EXERCISE PROMPT
Filter the entries below, keeping only lines with "nodes".

RECORDS FOR THE EXERCISE
+++++

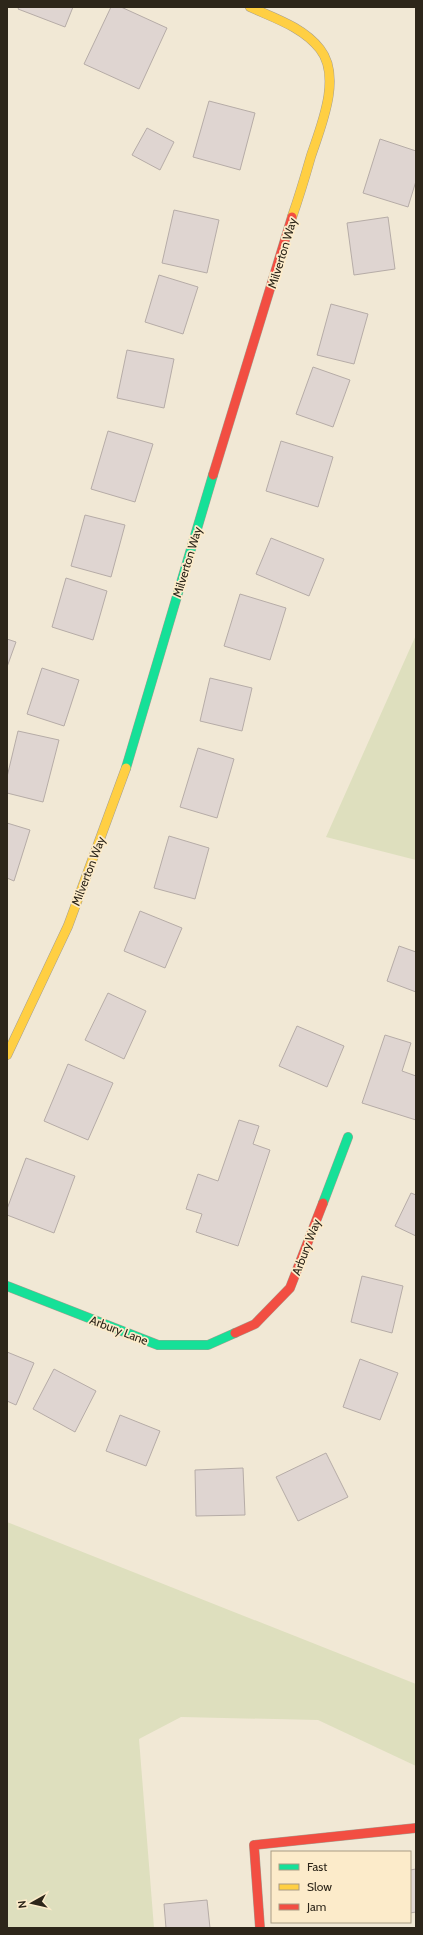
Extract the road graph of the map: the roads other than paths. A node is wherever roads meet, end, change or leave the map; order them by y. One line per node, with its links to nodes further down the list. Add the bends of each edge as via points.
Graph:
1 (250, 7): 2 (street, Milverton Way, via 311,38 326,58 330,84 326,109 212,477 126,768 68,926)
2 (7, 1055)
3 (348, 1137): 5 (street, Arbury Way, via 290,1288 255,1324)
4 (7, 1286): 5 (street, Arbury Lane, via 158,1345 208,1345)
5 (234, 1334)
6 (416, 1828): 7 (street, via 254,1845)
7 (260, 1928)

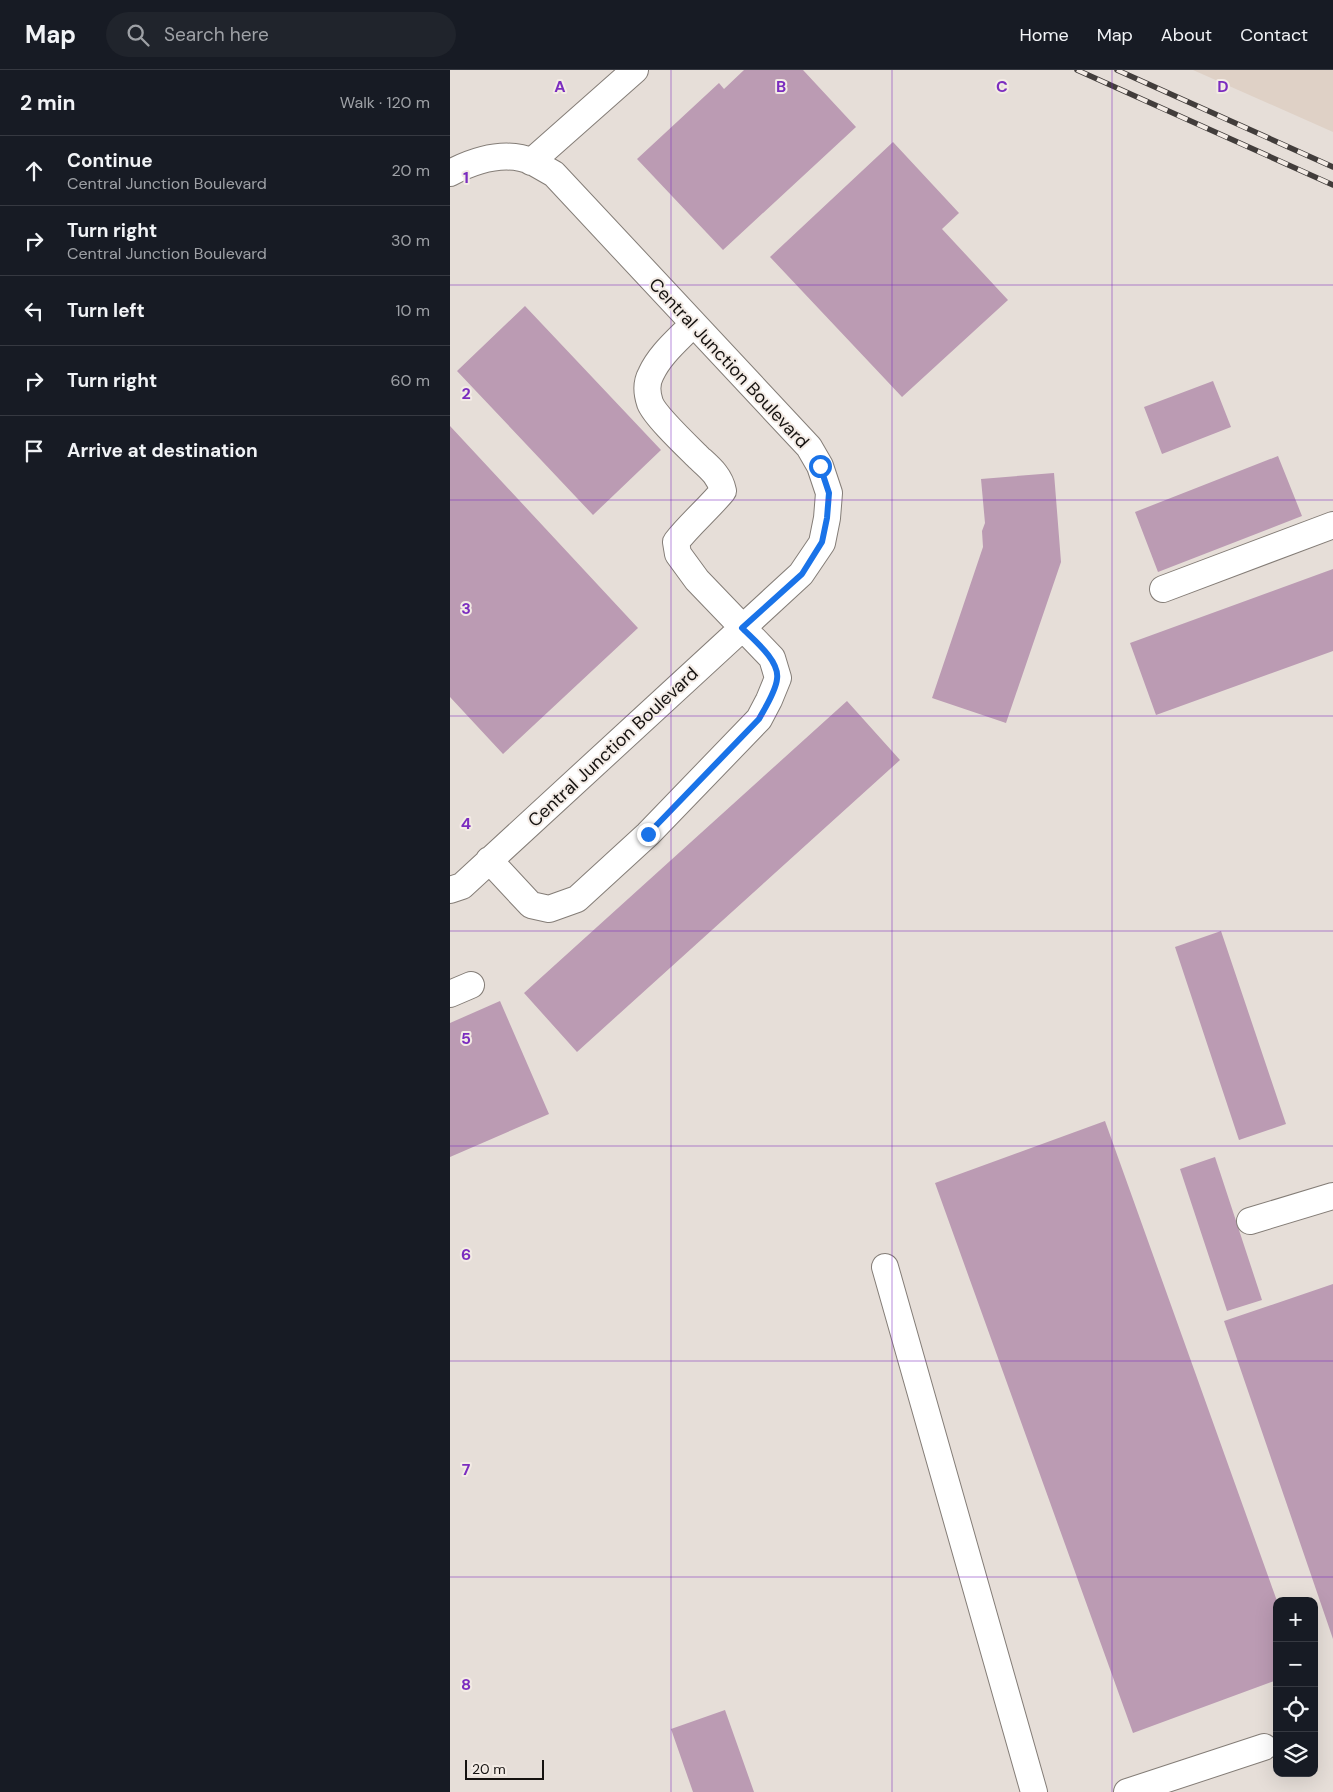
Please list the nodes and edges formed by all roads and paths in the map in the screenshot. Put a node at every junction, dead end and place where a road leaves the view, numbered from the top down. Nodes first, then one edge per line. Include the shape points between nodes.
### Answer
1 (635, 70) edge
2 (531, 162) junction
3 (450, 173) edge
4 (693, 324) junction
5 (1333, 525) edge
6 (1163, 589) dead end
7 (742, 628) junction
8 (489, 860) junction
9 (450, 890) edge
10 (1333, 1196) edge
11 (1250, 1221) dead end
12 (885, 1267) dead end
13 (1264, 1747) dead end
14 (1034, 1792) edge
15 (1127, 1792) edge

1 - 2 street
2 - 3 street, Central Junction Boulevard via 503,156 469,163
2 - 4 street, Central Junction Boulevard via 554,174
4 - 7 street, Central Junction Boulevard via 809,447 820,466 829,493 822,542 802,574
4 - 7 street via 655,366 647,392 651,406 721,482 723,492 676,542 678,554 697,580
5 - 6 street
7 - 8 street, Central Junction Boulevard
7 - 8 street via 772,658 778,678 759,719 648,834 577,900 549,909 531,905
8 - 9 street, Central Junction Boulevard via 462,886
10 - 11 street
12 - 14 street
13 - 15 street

+++++

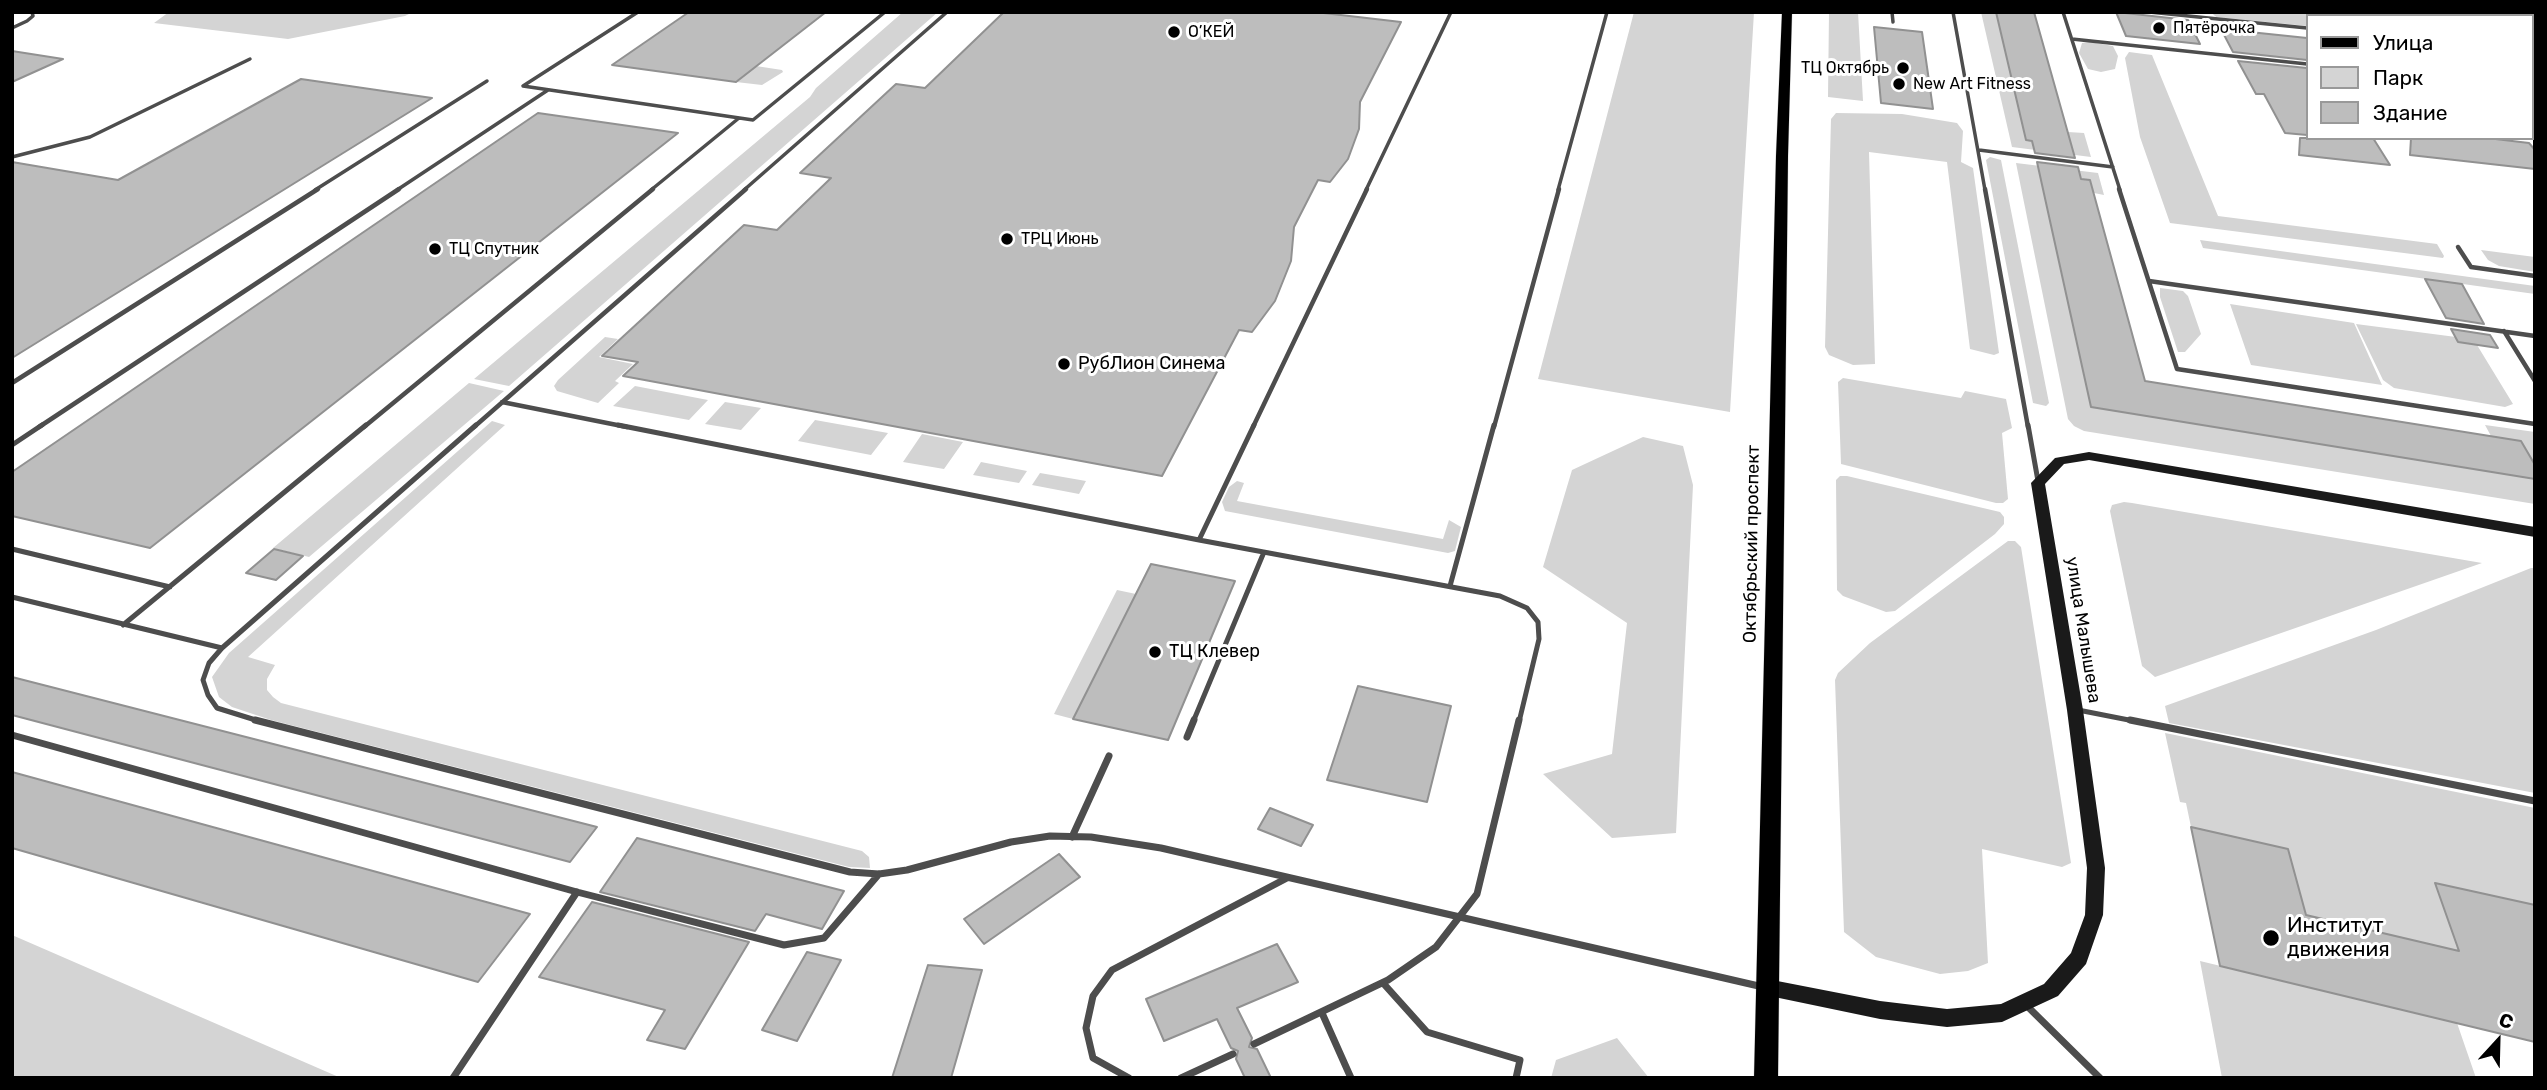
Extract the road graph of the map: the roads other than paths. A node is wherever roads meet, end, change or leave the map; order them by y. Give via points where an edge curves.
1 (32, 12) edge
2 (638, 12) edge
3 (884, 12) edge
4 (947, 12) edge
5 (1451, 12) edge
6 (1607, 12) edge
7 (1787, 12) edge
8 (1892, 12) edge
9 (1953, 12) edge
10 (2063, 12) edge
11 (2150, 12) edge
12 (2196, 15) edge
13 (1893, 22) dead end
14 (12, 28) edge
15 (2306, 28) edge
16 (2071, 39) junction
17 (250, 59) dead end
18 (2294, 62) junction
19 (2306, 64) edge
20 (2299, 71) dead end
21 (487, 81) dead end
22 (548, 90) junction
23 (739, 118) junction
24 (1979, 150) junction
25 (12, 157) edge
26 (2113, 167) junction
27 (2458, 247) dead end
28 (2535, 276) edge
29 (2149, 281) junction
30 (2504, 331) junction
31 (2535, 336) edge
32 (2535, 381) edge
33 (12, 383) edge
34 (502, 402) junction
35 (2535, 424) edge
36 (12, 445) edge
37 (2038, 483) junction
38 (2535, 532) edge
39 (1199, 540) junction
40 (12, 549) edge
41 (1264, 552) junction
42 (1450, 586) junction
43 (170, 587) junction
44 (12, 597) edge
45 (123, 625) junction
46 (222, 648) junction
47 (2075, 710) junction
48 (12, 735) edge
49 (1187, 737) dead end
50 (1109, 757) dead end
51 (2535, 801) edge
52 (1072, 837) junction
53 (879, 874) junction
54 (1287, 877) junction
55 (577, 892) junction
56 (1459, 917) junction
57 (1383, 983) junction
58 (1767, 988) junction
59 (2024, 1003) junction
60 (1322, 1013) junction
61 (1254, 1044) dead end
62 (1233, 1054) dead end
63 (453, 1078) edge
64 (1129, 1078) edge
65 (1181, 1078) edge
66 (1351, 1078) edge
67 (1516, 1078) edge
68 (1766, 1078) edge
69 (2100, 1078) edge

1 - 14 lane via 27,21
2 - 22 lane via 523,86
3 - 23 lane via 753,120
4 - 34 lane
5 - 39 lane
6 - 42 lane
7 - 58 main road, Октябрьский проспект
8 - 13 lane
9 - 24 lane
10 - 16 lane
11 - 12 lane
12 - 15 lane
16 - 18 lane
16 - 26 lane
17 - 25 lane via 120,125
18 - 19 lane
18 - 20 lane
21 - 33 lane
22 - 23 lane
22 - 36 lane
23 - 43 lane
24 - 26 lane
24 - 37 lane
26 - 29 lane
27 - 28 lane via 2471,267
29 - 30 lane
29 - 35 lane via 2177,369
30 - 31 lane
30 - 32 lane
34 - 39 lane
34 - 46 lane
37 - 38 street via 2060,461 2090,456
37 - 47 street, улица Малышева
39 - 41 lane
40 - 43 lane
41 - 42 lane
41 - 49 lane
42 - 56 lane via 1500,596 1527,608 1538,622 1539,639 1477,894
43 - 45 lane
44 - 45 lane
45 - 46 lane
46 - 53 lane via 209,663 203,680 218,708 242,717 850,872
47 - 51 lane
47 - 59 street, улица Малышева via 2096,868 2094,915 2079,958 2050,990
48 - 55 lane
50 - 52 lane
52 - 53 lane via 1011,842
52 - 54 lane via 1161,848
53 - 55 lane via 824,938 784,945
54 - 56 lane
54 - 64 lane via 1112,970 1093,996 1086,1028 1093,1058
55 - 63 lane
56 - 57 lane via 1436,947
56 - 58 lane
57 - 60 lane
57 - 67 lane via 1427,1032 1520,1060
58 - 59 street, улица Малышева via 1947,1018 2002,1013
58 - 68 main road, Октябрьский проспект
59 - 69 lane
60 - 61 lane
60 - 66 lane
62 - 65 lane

+++++

TASK OUTPUT
Extract the road graph of the map: the roads other than paths. A node is wherever roads meet, end, change or leave the map; order them by y. One line per node, with its links to nodes further down the list. Add the bends of each edge as via points.
Please list the nodes and edges formed by all roads and paths in the map in the screenshot. Put a node at every junction, dead end and place where a road leaves the view, numbered from the top down. Nodes first, then one edge per line. Include the shape points between nodes.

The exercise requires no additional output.